▶ [How to complete this task]: In the listing that follows, copy out each line that includes the word "Wood".

▶ [Data records]:
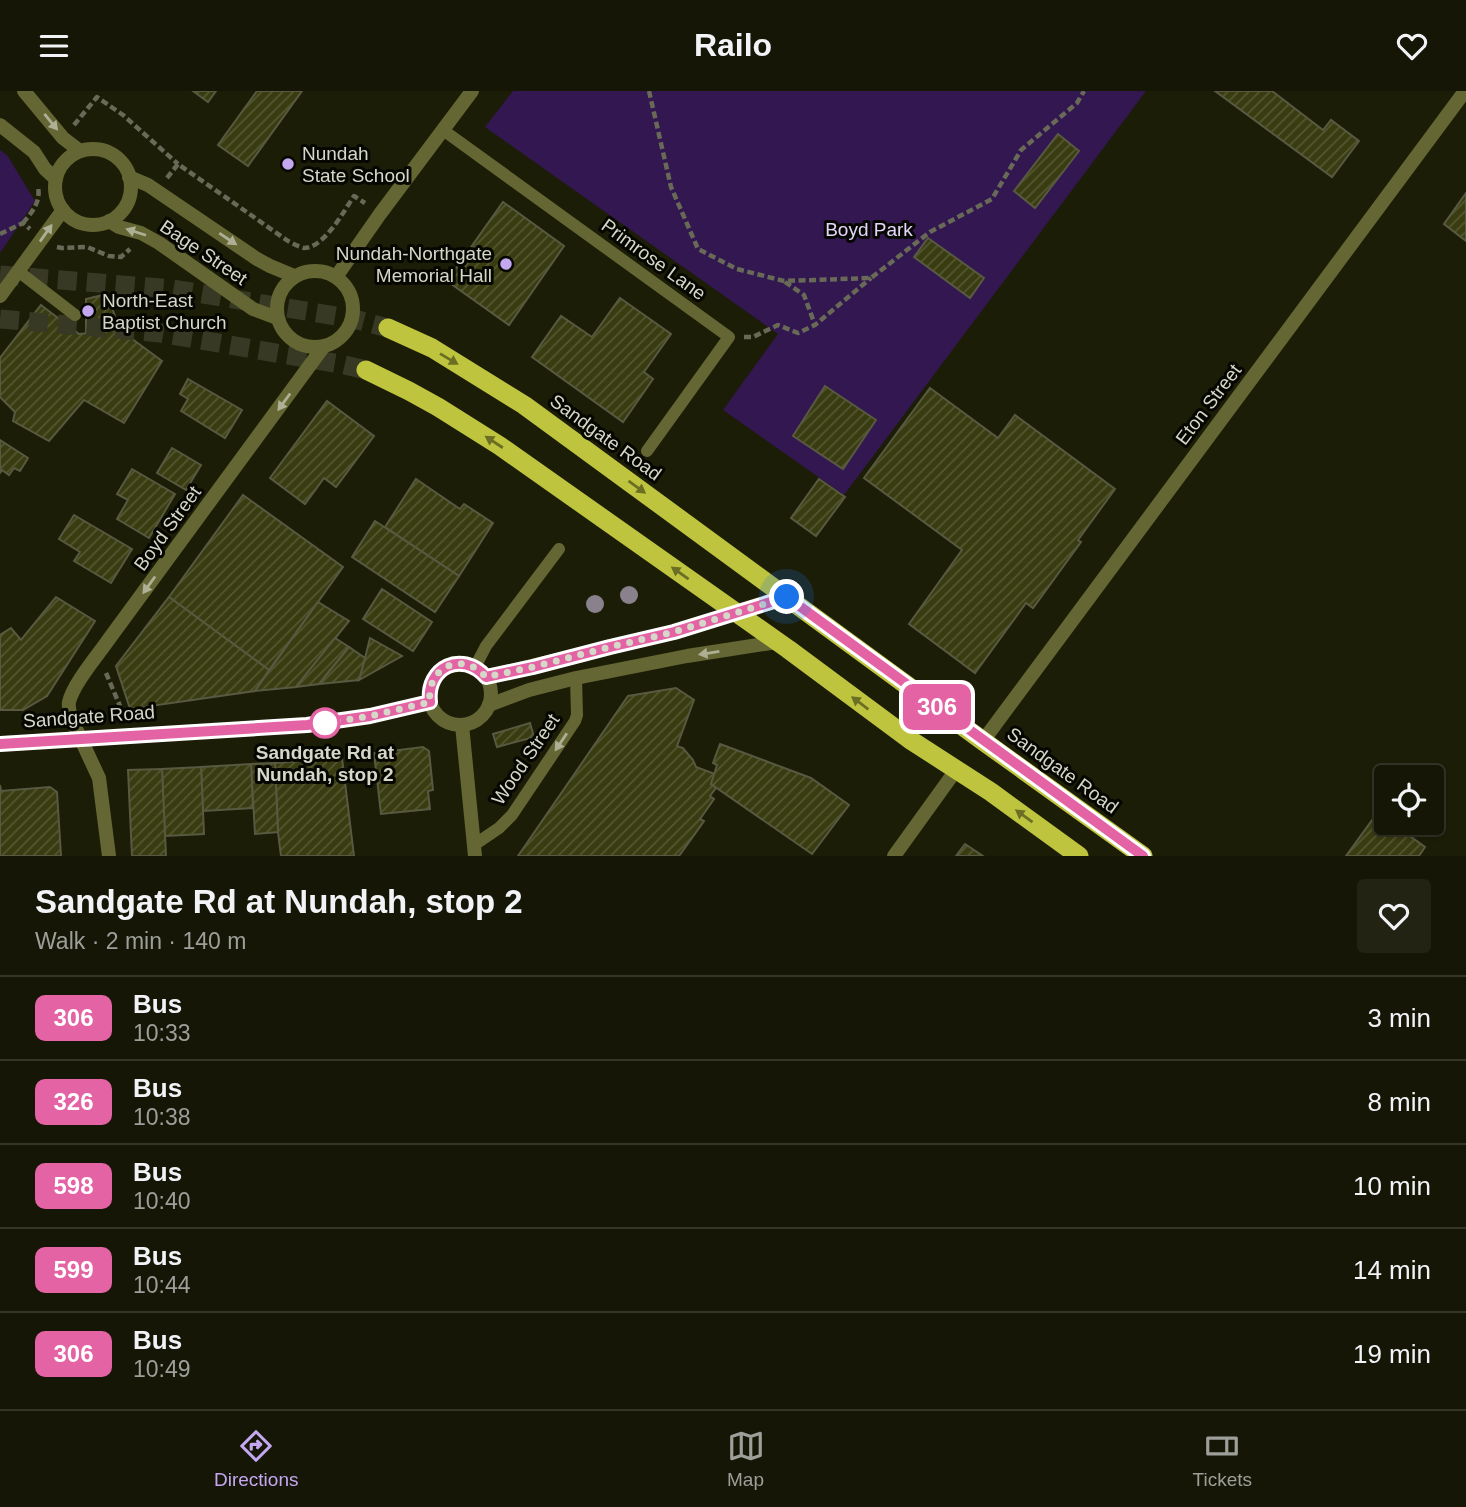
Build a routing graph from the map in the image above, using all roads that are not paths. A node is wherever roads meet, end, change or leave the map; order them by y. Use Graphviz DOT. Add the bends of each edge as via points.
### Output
graph roads {
  1 [pos="24,91"];
  2 [pos="472,91"];
  3 [pos="1465,91"];
  4 [pos="0,125"];
  5 [pos="443,129"];
  6 [pos="80,151"];
  7 [pos="129,177"];
  8 [pos="55,179"];
  9 [pos="63,210"];
  10 [pos="109,221"];
  11 [pos="18,271"];
  12 [pos="294,276"];
  13 [pos="336,277"];
  14 [pos="0,296"];
  15 [pos="75,315"];
  16 [pos="277,318"];
  17 [pos="388,328"];
  18 [pos="324,346"];
  19 [pos="366,370"];
  20 [pos="647,451"];
  21 [pos="559,549"];
  22 [pos="787,597"];
  23 [pos="735,613"];
  24 [pos="777,642"];
  25 [pos="480,672"];
  26 [pos="576,678"];
  27 [pos="430,702"];
  28 [pos="489,705"];
  29 [pos="462,725"];
  30 [pos="80,740"];
  31 [pos="983,741"];
  32 [pos="0,744"];
  33 [pos="956,770"];
  34 [pos="475,851"];
  35 [pos="109,856"];
  36 [pos="894,856"];
  37 [pos="1079,856"];
  38 [pos="1143,856"];
  1 -- 6 [label="street, one-way" via="63,138"];
  2 -- 5 [label="street"];
  3 -- 31 [label="street, Eton Street"];
  4 -- 8 [label="street" via="25,143"];
  5 -- 13 [label="street"];
  5 -- 20 [label="lane, Primrose Lane" via="729,337"];
  6 -- 7 [label="street" via="104,150 124,165"];
  6 -- 8 [label="street" via="60,167"];
  7 -- 10 [label="street" via="127,203"];
  7 -- 12 [label="street, Bage Street, one-way" via="148,185 257,259"];
  8 -- 9 [label="street" via="57,201"];
  9 -- 10 [label="street" via="84,224"];
  11 -- 9 [label="street, one-way"];
  16 -- 10 [label="street, Bage Street, one-way" via="253,309 153,239"];
  11 -- 14 [label="street"];
  11 -- 15 [label="lane"];
  12 -- 13 [label="street" via="315,270"];
  12 -- 16 [label="street" via="279,294"];
  13 -- 18 [label="street" via="351,296 351,321 345,333"];
  16 -- 18 [label="street" via="281,329 300,345"];
  17 -- 22 [label="highway, Sandgate Road, one-way" via="432,348 524,405"];
  18 -- 30 [label="street, Boyd Street, one-way" via="78,683 69,710"];
  23 -- 19 [label="highway, one-way" via="500,446 419,396"];
  21 -- 25 [label="lane" via="485,646"];
  22 -- 23 [label="street"];
  22 -- 31 [label="highway, Sandgate Road"];
  23 -- 24 [label="highway"];
  23 -- 25 [label="street" via="533,667"];
  24 -- 26 [label="street, one-way"];
  33 -- 24 [label="highway, one-way"];
  25 -- 27 [label="street" via="465,664 445,667 431,682"];
  25 -- 28 [label="street" via="489,686"];
  26 -- 28 [label="street"];
  26 -- 34 [label="lane, Wood Street, one-way" via="575,721 512,814"];
  27 -- 29 [label="street" via="442,720"];
  27 -- 30 [label="street, Sandgate Road" via="307,725"];
  28 -- 29 [label="street" via="478,719"];
  29 -- 34 [label="street, Wood Street"];
  30 -- 32 [label="street, Sandgate Road"];
  30 -- 35 [label="street, Boyd Street" via="99,778"];
  31 -- 38 [label="highway, Sandgate Road"];
  33 -- 36 [label="street"];
  37 -- 33 [label="highway, one-way"];
}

▶ [Answer to the problem]:
  26 -- 34 [label="lane, Wood Street, one-way" via="575,721 512,814"];
  29 -- 34 [label="street, Wood Street"];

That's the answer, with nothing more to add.